I cried and cried until I ran out of tears. I overthink a lot. Are we still okay?



It's been two weeks since that issue came out somehow the death threats stopped but every time I open my social media accounts I see a lot of hateful comments and some even sexualize me. I told myself not to mind it but it was directly engraved in my mind and it keeps on playing repeatedly. I am barely holding on to my sanity because anytime soon I can feel myself losing my mind and it's making me crazy.




I took out my phone and decided to lurk on social media again to find any news about Jay. But instead, I found something else. My hand trembled as I continued to scroll down reading the article about him and his other co-artist rumored to have a secret relationship. There were photos of them together at the Han River they were standing while he hugged her from behind.



It hurts like hell.



Tears swelled at the corner of my eyes. I took a deep breath to calm myself. I sat at the corner of my bed and stared at the door blankly.



Is it true?



I started to overthink, and questions kept running through my head. I don't want to believe that rumor but what if it's true? What will I do? How could he do that?... to me?

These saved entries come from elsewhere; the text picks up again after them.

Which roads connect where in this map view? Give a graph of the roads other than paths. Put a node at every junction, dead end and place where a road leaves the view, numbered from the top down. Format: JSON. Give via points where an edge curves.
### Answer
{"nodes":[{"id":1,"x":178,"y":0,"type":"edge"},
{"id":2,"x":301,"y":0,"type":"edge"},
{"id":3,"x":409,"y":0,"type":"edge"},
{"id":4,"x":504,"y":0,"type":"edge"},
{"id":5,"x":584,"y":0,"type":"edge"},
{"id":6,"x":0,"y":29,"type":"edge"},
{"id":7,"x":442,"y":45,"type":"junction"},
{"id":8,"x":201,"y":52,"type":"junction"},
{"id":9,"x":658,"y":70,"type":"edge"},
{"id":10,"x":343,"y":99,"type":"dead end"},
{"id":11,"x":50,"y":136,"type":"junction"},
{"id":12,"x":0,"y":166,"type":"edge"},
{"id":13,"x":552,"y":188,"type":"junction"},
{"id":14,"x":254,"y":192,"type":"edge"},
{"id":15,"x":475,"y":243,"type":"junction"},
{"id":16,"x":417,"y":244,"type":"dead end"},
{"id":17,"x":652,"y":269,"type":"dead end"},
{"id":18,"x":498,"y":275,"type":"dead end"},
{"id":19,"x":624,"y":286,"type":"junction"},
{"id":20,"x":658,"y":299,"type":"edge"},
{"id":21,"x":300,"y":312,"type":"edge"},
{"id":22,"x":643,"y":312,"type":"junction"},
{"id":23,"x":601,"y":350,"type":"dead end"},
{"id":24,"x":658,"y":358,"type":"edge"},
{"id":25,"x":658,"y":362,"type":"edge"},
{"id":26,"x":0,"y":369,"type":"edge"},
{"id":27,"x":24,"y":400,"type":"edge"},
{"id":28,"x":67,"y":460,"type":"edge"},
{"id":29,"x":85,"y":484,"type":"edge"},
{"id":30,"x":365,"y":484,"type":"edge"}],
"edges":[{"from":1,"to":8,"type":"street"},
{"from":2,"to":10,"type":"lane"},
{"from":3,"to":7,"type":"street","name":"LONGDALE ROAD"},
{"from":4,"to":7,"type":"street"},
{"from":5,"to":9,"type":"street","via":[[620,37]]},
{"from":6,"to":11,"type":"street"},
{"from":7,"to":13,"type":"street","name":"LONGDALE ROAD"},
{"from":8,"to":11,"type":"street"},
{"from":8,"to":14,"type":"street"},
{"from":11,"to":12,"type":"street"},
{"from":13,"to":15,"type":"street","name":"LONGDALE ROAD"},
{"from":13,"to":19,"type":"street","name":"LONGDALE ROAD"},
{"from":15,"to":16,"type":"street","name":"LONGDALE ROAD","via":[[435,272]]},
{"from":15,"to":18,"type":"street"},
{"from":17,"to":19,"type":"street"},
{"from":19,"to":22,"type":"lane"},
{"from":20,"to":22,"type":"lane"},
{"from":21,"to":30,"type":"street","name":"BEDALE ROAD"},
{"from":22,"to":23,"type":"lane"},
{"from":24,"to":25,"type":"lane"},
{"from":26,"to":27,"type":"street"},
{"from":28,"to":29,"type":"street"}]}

I was startled by the sound of my phone. I looked at it and saw him calling.



'Should I answer it?' I thought to myself.



In the end, I saw myself answering his call.



"Hello?" I whispered.



"Is this Jay's friend?" a woman's voice replied.



Who is she?



"Who are you?" I asked as my brow furrowed in confusion. "And why do you have his phone?" I added.



"Amari come here," I heard Jay's voice.



I felt a pang of pain in my chest when I heard what he said.



Is this girl Amari? His co-artist? The rumored girlfriend?



Why are they together? and why is she holding Jay's phone?



"Who are you calling?" I heard Jay ask. "Oh, your friend," Amari replied.



"Jay," I said, hoping that he'll hear me.



I heard a noise followed by Jay's cuss. "Fuck! Fuck!" then the call ended.



Tears poured out of my eyes. It hurt like a bitch.